→ **Try it**
Set down all of the records exactly, leaving none out.

→ **Data items**
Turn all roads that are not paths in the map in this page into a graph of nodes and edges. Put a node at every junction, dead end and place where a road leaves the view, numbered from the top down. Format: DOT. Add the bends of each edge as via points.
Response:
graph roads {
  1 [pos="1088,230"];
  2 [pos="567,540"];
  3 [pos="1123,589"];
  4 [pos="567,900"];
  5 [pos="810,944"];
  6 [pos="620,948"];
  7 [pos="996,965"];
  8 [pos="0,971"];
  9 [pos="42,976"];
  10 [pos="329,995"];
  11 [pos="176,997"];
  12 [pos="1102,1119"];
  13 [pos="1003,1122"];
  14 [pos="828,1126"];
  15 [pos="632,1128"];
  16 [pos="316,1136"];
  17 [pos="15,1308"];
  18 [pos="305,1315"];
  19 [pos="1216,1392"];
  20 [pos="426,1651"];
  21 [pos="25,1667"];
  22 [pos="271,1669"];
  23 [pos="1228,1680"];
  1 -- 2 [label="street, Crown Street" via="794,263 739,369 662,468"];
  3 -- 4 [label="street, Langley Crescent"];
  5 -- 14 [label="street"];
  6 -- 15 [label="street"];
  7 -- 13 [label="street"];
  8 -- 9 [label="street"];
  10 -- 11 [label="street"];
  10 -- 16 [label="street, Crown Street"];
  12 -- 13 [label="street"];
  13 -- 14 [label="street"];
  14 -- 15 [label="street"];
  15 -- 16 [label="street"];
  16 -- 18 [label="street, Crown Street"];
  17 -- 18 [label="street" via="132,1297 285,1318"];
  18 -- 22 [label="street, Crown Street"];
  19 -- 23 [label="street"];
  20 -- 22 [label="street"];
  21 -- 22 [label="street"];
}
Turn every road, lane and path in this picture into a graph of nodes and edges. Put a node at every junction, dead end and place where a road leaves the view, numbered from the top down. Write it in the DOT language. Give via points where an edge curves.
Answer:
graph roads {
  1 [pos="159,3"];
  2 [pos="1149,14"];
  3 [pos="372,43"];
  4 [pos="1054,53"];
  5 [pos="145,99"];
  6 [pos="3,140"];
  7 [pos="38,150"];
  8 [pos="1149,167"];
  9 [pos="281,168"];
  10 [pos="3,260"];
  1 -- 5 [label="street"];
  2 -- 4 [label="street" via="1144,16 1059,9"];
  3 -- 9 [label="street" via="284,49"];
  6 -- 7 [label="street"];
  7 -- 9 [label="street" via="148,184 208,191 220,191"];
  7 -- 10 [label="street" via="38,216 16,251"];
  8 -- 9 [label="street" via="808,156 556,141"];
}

→ **Expected answer**
Turn all roads that are not paths in the map in this page into a graph of nodes and edges. Put a node at every junction, dead end and place where a road leaves the view, numbered from the top down. Format: DOT. Add the bends of each edge as via points.
Response:
graph roads {
  1 [pos="1088,230"];
  2 [pos="567,540"];
  3 [pos="1123,589"];
  4 [pos="567,900"];
  5 [pos="810,944"];
  6 [pos="620,948"];
  7 [pos="996,965"];
  8 [pos="0,971"];
  9 [pos="42,976"];
  10 [pos="329,995"];
  11 [pos="176,997"];
  12 [pos="1102,1119"];
  13 [pos="1003,1122"];
  14 [pos="828,1126"];
  15 [pos="632,1128"];
  16 [pos="316,1136"];
  17 [pos="15,1308"];
  18 [pos="305,1315"];
  19 [pos="1216,1392"];
  20 [pos="426,1651"];
  21 [pos="25,1667"];
  22 [pos="271,1669"];
  23 [pos="1228,1680"];
  1 -- 2 [label="street, Crown Street" via="794,263 739,369 662,468"];
  3 -- 4 [label="street, Langley Crescent"];
  5 -- 14 [label="street"];
  6 -- 15 [label="street"];
  7 -- 13 [label="street"];
  8 -- 9 [label="street"];
  10 -- 11 [label="street"];
  10 -- 16 [label="street, Crown Street"];
  12 -- 13 [label="street"];
  13 -- 14 [label="street"];
  14 -- 15 [label="street"];
  15 -- 16 [label="street"];
  16 -- 18 [label="street, Crown Street"];
  17 -- 18 [label="street" via="132,1297 285,1318"];
  18 -- 22 [label="street, Crown Street"];
  19 -- 23 [label="street"];
  20 -- 22 [label="street"];
  21 -- 22 [label="street"];
}
Turn every road, lane and path in this picture into a graph of nodes and edges. Put a node at every junction, dead end and place where a road leaves the view, numbered from the top down. Write it in the DOT language. Give via points where an edge curves.
Answer:
graph roads {
  1 [pos="159,3"];
  2 [pos="1149,14"];
  3 [pos="372,43"];
  4 [pos="1054,53"];
  5 [pos="145,99"];
  6 [pos="3,140"];
  7 [pos="38,150"];
  8 [pos="1149,167"];
  9 [pos="281,168"];
  10 [pos="3,260"];
  1 -- 5 [label="street"];
  2 -- 4 [label="street" via="1144,16 1059,9"];
  3 -- 9 [label="street" via="284,49"];
  6 -- 7 [label="street"];
  7 -- 9 [label="street" via="148,184 208,191 220,191"];
  7 -- 10 [label="street" via="38,216 16,251"];
  8 -- 9 [label="street" via="808,156 556,141"];
}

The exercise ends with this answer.